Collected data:
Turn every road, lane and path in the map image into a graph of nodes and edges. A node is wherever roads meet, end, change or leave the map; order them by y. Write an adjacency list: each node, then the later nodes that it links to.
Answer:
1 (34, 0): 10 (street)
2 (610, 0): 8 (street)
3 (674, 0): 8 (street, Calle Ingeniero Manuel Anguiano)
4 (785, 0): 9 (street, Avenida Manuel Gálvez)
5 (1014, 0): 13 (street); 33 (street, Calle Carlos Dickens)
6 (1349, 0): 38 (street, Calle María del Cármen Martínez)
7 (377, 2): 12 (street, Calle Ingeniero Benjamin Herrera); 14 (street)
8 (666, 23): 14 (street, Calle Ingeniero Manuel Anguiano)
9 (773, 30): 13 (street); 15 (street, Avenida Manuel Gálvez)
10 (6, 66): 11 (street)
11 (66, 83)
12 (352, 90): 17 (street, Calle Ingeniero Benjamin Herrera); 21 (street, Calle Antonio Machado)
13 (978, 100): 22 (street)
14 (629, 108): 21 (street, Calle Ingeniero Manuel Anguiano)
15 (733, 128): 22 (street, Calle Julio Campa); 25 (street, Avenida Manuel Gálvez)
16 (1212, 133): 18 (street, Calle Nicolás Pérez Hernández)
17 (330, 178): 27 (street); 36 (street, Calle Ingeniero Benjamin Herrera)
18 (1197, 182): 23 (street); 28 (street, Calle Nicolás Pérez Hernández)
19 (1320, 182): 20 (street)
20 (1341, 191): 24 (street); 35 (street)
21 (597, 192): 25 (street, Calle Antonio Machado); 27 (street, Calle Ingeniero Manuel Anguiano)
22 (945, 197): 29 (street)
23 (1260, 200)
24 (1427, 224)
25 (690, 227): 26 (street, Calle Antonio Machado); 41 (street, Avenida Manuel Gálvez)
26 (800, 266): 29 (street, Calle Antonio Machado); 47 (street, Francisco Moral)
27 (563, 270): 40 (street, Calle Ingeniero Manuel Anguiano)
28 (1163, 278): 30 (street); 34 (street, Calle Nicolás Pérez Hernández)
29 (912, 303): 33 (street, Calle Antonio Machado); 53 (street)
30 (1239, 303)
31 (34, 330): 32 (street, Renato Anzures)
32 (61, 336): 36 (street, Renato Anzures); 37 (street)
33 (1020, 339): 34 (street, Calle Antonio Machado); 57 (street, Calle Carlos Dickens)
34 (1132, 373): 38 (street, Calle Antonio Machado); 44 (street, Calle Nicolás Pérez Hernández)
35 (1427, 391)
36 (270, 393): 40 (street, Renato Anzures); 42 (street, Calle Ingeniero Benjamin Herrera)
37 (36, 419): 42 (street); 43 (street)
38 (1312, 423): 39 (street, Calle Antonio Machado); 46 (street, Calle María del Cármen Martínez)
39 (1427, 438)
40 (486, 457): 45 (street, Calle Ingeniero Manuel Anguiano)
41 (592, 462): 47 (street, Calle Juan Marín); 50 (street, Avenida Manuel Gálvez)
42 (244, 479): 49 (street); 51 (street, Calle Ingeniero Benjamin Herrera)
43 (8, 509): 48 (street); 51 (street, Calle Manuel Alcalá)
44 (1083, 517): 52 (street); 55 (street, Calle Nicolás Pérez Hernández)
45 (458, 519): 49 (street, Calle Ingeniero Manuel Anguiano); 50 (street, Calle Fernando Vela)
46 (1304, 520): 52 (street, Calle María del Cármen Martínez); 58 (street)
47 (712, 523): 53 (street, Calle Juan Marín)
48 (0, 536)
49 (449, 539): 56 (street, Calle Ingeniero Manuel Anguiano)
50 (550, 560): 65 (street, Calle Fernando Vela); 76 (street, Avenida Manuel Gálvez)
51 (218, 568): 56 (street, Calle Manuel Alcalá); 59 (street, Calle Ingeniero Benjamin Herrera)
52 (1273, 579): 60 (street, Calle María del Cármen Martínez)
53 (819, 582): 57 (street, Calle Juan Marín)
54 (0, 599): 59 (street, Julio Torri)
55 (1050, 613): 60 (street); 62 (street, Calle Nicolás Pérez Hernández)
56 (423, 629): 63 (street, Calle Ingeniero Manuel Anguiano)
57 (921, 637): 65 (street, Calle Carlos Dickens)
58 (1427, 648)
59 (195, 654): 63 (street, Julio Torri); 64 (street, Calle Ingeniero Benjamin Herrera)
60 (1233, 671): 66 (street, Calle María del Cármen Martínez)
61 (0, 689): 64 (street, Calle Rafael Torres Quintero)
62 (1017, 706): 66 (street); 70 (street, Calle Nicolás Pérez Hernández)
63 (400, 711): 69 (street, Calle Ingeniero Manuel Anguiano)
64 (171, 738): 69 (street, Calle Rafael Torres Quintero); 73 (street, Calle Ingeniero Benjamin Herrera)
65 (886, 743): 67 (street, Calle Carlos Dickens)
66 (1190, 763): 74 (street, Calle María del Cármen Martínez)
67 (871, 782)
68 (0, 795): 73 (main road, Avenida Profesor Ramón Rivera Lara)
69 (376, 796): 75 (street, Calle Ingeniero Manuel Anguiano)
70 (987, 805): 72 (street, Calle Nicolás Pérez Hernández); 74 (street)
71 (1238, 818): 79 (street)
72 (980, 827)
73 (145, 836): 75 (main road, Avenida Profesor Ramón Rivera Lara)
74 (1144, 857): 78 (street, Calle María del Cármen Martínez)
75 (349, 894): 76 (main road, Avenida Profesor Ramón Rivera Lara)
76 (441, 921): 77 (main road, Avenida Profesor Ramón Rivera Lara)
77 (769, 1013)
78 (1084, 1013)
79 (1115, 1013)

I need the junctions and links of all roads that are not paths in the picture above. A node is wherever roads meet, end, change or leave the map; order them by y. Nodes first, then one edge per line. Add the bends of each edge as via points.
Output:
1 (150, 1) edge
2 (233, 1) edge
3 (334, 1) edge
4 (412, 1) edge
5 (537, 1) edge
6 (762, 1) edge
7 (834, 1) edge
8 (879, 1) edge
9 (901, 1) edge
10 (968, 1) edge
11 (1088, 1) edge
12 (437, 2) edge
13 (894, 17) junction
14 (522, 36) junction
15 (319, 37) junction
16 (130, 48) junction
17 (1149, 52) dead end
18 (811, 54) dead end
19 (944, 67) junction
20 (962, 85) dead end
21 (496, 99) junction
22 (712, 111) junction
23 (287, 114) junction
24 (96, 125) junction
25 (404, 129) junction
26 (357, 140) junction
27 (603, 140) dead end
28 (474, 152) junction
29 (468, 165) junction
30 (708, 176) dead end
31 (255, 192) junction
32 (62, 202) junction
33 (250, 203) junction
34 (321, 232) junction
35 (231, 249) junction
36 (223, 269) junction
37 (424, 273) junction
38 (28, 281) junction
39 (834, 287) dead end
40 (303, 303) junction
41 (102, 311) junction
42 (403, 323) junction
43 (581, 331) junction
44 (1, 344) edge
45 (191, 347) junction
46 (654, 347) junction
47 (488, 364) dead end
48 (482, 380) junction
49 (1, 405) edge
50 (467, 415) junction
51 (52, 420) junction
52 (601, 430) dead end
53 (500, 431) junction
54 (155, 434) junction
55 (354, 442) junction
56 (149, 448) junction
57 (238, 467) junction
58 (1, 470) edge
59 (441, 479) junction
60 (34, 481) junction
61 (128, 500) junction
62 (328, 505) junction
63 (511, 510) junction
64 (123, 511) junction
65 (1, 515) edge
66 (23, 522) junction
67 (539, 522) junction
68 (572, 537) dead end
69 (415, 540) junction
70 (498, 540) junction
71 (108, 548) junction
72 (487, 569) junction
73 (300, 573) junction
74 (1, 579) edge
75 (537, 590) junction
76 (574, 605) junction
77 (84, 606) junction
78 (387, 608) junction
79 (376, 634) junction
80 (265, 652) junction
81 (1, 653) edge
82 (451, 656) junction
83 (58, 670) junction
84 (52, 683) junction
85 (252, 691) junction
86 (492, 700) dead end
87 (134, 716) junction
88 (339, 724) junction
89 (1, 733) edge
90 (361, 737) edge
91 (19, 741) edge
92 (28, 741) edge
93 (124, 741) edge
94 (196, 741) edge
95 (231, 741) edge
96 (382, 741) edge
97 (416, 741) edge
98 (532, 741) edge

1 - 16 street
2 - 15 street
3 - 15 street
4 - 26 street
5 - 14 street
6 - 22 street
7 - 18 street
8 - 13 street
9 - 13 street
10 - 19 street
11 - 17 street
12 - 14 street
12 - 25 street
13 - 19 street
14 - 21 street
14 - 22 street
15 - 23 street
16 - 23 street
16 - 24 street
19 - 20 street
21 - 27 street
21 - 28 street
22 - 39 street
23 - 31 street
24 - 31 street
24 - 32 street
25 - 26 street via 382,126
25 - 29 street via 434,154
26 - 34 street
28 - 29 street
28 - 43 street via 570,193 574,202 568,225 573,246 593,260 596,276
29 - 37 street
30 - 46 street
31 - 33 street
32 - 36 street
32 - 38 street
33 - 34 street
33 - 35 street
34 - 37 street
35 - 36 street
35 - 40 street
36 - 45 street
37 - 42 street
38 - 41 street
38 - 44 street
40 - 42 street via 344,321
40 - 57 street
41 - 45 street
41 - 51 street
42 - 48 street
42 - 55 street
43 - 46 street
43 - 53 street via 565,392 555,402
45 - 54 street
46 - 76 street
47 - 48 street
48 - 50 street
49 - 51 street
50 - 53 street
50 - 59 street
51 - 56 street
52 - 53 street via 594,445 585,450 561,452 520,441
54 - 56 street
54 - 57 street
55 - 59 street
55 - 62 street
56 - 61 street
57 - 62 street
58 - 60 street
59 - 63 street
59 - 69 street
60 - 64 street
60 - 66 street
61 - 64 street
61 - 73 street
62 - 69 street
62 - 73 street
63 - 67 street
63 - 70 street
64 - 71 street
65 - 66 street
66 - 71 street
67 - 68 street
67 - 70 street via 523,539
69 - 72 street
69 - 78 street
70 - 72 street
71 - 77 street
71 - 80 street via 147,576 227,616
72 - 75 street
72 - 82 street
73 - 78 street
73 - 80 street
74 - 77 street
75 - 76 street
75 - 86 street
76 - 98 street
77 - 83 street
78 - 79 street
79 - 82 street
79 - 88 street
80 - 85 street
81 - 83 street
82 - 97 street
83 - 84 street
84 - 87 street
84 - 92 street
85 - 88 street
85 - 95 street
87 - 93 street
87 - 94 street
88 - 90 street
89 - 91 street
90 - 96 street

§ **Prompt**
Search the records for the string "Quintero" and, wherever a line contains it, please copy that line.

§ **Response area**
61 (0, 689): 64 (street, Calle Rafael Torres Quintero)
64 (171, 738): 69 (street, Calle Rafael Torres Quintero); 73 (street, Calle Ingeniero Benjamin Herrera)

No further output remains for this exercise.